EXERCISE INSTRUCTIONS »
Retype the data exactly. Spelling and punctuation stay as they are.

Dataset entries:
********
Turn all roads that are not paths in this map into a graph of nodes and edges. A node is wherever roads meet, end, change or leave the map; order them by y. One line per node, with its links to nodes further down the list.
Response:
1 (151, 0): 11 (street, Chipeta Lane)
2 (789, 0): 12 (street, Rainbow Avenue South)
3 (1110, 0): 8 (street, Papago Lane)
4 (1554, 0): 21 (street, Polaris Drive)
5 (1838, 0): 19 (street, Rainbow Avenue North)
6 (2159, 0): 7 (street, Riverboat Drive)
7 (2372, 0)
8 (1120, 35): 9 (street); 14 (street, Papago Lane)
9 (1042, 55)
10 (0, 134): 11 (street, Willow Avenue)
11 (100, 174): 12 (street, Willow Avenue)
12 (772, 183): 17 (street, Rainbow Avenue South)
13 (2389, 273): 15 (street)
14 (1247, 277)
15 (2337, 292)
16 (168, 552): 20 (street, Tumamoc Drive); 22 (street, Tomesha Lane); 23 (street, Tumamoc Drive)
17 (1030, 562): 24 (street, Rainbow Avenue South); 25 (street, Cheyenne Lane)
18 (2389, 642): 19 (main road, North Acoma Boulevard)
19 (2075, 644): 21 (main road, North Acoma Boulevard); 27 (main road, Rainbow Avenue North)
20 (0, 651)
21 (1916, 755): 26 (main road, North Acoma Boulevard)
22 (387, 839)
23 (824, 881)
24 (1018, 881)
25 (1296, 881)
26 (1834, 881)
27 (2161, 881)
********
ANSWER SECTION »
Turn all roads that are not paths in this map into a graph of nodes and edges. A node is wherever roads meet, end, change or leave the map; order them by y. One line per node, with its links to nodes further down the list.
Response:
1 (151, 0): 11 (street, Chipeta Lane)
2 (789, 0): 12 (street, Rainbow Avenue South)
3 (1110, 0): 8 (street, Papago Lane)
4 (1554, 0): 21 (street, Polaris Drive)
5 (1838, 0): 19 (street, Rainbow Avenue North)
6 (2159, 0): 7 (street, Riverboat Drive)
7 (2372, 0)
8 (1120, 35): 9 (street); 14 (street, Papago Lane)
9 (1042, 55)
10 (0, 134): 11 (street, Willow Avenue)
11 (100, 174): 12 (street, Willow Avenue)
12 (772, 183): 17 (street, Rainbow Avenue South)
13 (2389, 273): 15 (street)
14 (1247, 277)
15 (2337, 292)
16 (168, 552): 20 (street, Tumamoc Drive); 22 (street, Tomesha Lane); 23 (street, Tumamoc Drive)
17 (1030, 562): 24 (street, Rainbow Avenue South); 25 (street, Cheyenne Lane)
18 (2389, 642): 19 (main road, North Acoma Boulevard)
19 (2075, 644): 21 (main road, North Acoma Boulevard); 27 (main road, Rainbow Avenue North)
20 (0, 651)
21 (1916, 755): 26 (main road, North Acoma Boulevard)
22 (387, 839)
23 (824, 881)
24 (1018, 881)
25 (1296, 881)
26 (1834, 881)
27 (2161, 881)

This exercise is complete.